WORK TASK
Only the number is needed: the count of lines in the records with the word "ends".
SUPPLIED DATA below:
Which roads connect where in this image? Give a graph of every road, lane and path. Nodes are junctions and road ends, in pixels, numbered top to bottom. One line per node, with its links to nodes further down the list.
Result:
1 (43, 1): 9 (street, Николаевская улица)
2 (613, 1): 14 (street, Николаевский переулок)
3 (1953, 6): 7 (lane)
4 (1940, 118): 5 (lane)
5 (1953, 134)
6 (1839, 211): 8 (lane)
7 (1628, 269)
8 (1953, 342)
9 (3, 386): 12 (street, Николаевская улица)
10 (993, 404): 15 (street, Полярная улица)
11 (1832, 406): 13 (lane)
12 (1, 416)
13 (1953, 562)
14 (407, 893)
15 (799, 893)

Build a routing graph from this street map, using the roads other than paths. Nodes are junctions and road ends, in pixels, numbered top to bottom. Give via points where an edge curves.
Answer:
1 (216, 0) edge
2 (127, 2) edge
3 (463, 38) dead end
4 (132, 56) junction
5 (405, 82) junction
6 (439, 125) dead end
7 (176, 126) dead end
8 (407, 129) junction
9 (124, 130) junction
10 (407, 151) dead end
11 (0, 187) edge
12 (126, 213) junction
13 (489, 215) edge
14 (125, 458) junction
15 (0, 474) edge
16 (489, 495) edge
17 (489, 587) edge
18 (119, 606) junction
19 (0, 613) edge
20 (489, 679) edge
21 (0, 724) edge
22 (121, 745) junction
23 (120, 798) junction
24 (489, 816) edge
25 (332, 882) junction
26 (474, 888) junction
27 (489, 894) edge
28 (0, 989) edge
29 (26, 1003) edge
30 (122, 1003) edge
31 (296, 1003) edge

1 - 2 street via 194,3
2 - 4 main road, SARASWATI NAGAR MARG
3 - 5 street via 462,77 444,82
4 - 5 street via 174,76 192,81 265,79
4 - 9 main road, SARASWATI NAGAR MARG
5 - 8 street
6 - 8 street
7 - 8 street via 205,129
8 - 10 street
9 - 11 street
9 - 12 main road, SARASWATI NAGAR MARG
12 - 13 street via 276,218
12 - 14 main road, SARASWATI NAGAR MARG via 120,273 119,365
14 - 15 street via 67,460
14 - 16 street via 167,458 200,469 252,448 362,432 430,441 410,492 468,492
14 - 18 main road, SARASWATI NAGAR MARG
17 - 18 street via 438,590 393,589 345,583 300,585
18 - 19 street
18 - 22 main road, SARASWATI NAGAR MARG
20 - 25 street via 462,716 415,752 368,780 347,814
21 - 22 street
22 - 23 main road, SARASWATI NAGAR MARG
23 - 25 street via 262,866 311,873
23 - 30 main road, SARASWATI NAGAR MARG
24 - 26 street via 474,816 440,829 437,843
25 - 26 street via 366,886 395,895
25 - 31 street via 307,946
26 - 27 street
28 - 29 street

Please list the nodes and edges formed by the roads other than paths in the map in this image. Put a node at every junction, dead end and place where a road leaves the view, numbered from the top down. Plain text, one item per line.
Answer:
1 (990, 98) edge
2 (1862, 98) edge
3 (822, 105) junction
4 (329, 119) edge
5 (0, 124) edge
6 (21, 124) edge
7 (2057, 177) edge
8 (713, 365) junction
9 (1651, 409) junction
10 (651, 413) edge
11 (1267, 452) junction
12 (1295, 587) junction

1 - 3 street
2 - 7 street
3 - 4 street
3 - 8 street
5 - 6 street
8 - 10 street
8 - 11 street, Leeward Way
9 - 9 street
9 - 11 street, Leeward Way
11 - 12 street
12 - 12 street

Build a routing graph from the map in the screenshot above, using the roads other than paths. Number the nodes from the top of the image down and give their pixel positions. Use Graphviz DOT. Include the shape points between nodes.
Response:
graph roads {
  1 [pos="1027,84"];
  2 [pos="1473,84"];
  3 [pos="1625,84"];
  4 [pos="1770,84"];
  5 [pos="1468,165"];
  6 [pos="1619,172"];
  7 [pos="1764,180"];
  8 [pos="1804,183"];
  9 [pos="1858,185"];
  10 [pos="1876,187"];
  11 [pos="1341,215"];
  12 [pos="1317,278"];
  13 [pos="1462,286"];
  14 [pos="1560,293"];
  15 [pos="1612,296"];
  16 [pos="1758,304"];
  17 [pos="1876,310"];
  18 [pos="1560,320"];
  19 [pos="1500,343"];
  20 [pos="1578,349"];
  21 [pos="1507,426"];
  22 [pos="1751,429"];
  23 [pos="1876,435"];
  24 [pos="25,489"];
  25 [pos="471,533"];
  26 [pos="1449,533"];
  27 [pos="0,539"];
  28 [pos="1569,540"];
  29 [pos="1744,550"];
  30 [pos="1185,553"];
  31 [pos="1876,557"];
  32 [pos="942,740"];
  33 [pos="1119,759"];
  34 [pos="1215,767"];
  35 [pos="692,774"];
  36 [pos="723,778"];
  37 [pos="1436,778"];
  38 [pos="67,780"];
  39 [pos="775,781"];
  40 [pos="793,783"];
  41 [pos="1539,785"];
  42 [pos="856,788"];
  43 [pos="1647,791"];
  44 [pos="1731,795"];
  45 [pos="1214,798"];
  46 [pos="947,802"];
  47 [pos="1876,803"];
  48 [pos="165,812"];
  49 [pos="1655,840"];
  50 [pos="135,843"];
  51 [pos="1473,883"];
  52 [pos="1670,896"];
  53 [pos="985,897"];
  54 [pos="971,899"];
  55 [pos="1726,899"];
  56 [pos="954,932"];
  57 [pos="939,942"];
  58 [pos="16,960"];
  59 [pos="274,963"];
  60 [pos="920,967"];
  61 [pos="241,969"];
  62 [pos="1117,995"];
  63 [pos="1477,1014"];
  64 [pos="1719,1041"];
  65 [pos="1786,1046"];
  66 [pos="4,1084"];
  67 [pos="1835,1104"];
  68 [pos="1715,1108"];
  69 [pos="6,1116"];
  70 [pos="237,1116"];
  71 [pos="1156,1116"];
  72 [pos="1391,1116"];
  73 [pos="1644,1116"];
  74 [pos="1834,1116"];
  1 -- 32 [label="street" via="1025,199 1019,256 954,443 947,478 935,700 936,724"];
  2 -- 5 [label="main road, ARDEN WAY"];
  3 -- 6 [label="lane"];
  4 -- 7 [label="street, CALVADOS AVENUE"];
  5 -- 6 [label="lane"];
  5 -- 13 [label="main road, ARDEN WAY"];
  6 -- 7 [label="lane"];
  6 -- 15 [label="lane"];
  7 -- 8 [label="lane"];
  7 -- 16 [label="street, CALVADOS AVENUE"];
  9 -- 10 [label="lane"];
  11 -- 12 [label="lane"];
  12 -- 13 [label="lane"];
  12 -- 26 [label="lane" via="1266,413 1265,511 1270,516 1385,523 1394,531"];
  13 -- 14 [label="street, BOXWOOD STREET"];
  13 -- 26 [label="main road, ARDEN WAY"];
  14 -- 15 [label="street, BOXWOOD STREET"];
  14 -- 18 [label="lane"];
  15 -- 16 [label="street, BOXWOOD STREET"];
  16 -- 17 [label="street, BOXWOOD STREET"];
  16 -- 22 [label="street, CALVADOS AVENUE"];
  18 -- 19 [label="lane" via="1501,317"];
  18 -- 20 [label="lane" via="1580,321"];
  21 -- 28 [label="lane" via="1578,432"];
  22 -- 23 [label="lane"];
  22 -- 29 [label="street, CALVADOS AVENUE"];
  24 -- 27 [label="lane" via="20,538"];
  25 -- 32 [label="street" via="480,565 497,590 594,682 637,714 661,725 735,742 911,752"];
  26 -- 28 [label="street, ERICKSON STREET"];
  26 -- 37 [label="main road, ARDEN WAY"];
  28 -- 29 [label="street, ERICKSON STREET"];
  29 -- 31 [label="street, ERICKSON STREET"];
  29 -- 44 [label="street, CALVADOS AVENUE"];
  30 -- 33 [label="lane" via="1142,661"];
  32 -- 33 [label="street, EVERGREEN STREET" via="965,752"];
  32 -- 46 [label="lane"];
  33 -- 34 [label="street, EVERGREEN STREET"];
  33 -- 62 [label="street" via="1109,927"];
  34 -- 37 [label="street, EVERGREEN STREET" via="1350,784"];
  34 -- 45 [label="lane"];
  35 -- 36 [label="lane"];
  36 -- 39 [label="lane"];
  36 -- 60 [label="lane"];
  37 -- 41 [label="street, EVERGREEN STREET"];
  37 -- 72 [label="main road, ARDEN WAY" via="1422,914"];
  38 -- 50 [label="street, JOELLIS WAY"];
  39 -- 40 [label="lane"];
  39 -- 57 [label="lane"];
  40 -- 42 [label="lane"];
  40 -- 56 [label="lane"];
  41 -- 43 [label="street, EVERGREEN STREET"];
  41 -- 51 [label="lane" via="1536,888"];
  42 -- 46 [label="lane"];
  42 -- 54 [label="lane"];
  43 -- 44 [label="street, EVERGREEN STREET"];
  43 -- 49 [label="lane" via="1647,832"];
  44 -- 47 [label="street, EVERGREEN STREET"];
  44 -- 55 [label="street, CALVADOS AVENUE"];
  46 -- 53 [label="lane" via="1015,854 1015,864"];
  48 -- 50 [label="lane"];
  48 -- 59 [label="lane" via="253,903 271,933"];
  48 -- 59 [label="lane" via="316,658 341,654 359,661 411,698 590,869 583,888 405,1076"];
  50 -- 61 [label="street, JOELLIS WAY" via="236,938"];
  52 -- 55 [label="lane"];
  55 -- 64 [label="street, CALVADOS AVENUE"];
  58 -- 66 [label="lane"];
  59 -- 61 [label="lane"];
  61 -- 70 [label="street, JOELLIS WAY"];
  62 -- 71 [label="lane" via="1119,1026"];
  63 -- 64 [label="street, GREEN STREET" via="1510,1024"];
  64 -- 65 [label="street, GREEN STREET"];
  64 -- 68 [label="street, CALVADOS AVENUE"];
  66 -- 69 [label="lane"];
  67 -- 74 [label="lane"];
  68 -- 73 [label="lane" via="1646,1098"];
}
End of SUPPLIED DATA.
SOLVED EXERCISE
2